Endoscopy on the Human Being.—Dog work offers but little practice in laryngoscopy. Because of the slight angle at which the dog's head joins his spine, the larynx is in a direct line with the open mouth; hence little displacement of the anterior cervical tissues is necessary. Moreover the interior of the larynx of the dog is quite different from that of the human larynx. The technic of laryngoscopy in the human subject is best perfected by a routine direct examination of the larynx of anesthetized patients after such an operation as, for instance, tonsillectomy, to see that the larynx and laryngopharynx are free of clots. To perform a bronchoscopy or esophagoscopy under these conditions would be reprehensible; but direct laryngoscopy for the seeking and removal of clots serves a useful purpose as a preventative of pulmonary abscess and similar complications.* Diagnosis of laryngeal conditions in young children is possible only by direct laryngoscopy and is neglected in almost all of the cases. No anesthesia, general or local, is required. Much clinical material is neglected. All cases of dyspnea or dysphagia should be studied endoscopically if the cause of the condition cannot be definitely found and treated by other means. Invaluable practice in esophagoscopy is found in the treatment of strictures of the esophagus by weekly or biweekly esophagoscopic bouginage.

* Dr.

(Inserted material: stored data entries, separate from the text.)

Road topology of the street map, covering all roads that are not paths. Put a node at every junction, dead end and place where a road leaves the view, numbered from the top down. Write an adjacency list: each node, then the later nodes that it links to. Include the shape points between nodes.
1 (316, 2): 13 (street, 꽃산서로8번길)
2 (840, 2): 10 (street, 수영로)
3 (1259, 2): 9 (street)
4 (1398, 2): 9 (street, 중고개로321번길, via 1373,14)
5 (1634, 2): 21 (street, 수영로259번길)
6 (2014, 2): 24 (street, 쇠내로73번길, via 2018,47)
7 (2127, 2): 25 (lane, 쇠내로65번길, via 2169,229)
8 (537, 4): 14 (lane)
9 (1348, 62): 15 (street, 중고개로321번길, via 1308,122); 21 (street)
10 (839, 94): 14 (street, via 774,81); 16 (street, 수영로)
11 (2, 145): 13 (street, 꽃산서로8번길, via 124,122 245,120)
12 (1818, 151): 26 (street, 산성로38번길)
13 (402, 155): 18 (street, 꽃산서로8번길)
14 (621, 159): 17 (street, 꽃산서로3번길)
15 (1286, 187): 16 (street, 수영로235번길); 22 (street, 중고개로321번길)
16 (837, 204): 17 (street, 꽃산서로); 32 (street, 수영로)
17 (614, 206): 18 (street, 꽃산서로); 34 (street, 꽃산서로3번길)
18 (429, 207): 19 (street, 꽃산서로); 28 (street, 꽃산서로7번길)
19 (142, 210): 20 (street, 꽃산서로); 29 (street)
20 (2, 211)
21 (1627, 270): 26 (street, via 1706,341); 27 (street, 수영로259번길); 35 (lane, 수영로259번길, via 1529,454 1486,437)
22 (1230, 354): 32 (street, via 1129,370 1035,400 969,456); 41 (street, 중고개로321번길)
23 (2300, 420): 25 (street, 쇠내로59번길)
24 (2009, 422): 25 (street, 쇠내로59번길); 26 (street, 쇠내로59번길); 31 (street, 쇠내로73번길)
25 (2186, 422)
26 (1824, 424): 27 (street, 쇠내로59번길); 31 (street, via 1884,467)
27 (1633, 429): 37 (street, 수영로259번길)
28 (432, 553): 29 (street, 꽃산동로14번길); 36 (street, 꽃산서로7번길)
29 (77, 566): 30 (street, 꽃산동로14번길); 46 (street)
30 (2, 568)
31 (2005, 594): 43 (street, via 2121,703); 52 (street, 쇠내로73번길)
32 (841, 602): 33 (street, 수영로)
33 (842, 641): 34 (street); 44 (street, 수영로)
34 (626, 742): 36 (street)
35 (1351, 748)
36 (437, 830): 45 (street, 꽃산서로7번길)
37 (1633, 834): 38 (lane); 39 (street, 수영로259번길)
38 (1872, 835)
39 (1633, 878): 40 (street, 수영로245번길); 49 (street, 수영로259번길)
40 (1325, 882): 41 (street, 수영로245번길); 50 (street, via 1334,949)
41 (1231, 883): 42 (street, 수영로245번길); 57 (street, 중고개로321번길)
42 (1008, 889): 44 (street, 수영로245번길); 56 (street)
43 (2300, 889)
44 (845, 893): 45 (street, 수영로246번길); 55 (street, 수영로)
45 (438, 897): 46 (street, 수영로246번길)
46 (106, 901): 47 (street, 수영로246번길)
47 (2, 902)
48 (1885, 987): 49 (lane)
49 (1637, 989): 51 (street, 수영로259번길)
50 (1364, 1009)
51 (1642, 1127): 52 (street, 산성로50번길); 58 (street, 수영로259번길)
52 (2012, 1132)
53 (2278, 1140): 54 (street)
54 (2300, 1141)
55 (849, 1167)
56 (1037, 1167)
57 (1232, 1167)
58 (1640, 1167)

William Frederick Moore, of the Bronchoscopic Clinic, has recently collected statistics of 202 cases of post-tonsillectomic pulmonary abscess that point strongly to aspiration of infected clots and other infective materials as the most frequent etiologic mechanism (Moore, W. F., Pulmonary Abscess. Journ. Am. Med. Assn., April 29, 1922, Vol. 78, pp. 1279-1281).

In acquiring skill as an endoscopist the following paraphrased aphorisms afford food for thought.

APHORISMS

Educate your eye and your fingers.
Be sure you are right, but not too sure.
Follow your judgment, never your impulse.
Cry over spilled milk enough to memorize how you spilled it.
Let your mistakes worry you enough to prevent repetition.
Let your left hand know what your right hand does and how
to do it.
Nature helps, but she is no more interested in the survival of your
patient than in the survival of the attacking pathogenic bacteria.